(Stored data)
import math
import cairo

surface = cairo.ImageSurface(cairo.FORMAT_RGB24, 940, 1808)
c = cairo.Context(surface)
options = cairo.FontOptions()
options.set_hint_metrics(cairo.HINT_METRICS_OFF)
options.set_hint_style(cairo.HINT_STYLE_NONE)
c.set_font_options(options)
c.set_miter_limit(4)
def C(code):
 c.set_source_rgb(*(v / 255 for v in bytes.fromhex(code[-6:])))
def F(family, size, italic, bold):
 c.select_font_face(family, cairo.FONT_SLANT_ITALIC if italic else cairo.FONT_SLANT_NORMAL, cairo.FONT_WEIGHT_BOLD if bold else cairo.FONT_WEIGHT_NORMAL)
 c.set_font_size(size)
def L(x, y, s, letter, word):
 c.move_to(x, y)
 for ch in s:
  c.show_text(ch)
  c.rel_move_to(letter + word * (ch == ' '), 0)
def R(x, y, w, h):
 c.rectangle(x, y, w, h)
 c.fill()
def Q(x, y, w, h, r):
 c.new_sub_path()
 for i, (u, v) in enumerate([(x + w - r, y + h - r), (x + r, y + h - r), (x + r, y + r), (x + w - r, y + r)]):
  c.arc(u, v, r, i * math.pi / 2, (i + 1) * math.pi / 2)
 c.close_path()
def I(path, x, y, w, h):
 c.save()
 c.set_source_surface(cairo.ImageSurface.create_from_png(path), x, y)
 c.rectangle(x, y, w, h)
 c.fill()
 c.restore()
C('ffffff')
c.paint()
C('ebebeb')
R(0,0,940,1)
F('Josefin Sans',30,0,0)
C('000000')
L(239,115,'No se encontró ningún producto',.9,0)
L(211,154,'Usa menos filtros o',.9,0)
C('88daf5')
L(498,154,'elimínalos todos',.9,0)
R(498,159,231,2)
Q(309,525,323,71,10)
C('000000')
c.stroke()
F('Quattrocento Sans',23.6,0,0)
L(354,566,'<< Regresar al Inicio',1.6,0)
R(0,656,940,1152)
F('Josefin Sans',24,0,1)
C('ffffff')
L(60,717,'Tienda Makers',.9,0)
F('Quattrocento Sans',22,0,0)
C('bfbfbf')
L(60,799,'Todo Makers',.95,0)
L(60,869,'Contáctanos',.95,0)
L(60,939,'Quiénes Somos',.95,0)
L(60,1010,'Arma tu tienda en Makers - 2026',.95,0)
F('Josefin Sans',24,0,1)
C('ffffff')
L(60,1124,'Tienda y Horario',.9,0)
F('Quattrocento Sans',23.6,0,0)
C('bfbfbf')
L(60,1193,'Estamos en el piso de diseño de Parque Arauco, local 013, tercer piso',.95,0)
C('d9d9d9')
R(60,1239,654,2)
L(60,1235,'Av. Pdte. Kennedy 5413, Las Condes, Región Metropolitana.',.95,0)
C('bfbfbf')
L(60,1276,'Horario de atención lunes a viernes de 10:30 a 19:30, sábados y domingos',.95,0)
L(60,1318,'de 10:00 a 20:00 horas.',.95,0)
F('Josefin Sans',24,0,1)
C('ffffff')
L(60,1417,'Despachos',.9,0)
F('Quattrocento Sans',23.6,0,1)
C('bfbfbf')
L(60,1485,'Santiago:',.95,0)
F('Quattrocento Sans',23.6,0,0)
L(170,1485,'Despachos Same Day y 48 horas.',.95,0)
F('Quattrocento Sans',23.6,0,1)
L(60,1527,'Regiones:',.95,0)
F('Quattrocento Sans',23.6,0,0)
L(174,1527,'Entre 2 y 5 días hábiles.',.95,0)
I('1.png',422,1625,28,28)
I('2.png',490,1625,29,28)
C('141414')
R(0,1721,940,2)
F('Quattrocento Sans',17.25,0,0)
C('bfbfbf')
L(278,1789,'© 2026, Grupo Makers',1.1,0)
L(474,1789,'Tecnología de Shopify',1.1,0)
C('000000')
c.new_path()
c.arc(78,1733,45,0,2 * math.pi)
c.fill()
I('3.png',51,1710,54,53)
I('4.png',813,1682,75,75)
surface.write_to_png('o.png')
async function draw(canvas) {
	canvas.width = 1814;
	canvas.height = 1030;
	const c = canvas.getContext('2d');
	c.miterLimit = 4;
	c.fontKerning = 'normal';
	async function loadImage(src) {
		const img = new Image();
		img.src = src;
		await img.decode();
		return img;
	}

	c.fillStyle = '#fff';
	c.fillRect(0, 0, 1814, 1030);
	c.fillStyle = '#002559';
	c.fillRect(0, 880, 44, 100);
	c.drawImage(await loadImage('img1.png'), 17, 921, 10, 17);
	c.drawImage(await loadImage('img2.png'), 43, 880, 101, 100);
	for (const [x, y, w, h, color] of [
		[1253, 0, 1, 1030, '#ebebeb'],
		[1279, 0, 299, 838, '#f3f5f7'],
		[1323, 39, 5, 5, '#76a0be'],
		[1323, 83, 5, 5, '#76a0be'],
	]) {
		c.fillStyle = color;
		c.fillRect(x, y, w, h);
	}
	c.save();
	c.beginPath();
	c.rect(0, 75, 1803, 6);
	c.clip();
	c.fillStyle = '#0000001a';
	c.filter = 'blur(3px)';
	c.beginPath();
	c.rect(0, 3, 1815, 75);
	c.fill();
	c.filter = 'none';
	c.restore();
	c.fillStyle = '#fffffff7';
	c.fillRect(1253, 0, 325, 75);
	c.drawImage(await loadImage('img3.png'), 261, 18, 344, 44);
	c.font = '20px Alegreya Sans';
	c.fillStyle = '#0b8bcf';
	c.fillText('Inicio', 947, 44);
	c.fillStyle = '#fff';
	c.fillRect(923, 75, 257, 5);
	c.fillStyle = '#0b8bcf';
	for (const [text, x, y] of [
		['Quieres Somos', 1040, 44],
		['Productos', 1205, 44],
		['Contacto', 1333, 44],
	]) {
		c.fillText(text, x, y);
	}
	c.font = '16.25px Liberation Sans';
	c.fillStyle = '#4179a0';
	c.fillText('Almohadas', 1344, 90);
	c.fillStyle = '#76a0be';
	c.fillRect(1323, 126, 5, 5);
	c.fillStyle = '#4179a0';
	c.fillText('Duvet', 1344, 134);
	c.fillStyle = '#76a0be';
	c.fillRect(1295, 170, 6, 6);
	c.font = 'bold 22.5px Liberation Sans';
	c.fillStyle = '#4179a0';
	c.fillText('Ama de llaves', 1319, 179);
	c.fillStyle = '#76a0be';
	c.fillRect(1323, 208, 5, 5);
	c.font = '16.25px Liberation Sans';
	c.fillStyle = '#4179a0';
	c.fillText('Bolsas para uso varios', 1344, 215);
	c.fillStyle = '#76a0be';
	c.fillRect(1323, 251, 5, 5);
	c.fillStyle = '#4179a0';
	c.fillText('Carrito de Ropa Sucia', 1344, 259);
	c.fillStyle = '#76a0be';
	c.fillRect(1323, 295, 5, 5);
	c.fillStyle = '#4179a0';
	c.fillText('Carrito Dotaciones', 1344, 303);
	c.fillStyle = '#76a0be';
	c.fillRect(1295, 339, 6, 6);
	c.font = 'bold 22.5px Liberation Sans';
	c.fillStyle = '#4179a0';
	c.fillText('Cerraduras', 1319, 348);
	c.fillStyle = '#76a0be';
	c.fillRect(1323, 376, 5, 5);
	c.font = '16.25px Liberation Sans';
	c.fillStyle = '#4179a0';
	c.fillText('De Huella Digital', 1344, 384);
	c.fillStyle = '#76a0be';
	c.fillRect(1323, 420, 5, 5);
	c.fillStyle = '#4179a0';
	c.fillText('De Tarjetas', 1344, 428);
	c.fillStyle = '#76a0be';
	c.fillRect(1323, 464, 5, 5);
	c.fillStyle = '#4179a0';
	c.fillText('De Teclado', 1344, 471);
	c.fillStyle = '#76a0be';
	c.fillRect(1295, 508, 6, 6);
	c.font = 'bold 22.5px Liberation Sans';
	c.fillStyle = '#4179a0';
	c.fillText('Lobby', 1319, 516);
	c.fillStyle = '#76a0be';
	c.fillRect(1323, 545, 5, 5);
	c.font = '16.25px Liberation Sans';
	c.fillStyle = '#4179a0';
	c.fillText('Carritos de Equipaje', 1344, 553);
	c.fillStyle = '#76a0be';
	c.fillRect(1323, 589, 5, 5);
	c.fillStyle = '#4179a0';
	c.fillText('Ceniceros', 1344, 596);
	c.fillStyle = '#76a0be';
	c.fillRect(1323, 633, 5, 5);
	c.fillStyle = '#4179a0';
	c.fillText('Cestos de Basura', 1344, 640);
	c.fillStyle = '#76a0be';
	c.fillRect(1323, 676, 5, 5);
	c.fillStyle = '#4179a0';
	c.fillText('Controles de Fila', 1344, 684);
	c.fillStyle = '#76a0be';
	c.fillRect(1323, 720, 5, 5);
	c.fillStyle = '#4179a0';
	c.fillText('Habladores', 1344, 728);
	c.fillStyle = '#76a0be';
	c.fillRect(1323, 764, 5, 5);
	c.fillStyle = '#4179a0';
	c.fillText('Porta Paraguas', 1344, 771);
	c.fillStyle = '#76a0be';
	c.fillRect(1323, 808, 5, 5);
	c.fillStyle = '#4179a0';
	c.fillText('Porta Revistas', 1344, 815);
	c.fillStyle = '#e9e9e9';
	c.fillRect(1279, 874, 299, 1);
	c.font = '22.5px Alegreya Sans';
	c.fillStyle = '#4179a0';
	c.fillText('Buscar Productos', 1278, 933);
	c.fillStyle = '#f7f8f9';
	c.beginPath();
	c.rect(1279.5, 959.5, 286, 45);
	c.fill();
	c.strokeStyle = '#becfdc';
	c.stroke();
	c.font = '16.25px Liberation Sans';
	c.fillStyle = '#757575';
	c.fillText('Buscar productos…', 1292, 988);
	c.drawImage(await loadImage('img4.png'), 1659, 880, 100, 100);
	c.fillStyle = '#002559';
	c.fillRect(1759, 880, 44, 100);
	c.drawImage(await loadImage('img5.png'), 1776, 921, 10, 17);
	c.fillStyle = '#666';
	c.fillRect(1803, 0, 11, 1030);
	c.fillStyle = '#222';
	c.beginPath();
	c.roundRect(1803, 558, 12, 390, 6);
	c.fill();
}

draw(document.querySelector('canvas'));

# Task requirements
Pull out every line of the records above that contains the word "options".

# Solved exercise
options = cairo.FontOptions()
options.set_hint_metrics(cairo.HINT_METRICS_OFF)
options.set_hint_style(cairo.HINT_STYLE_NONE)
c.set_font_options(options)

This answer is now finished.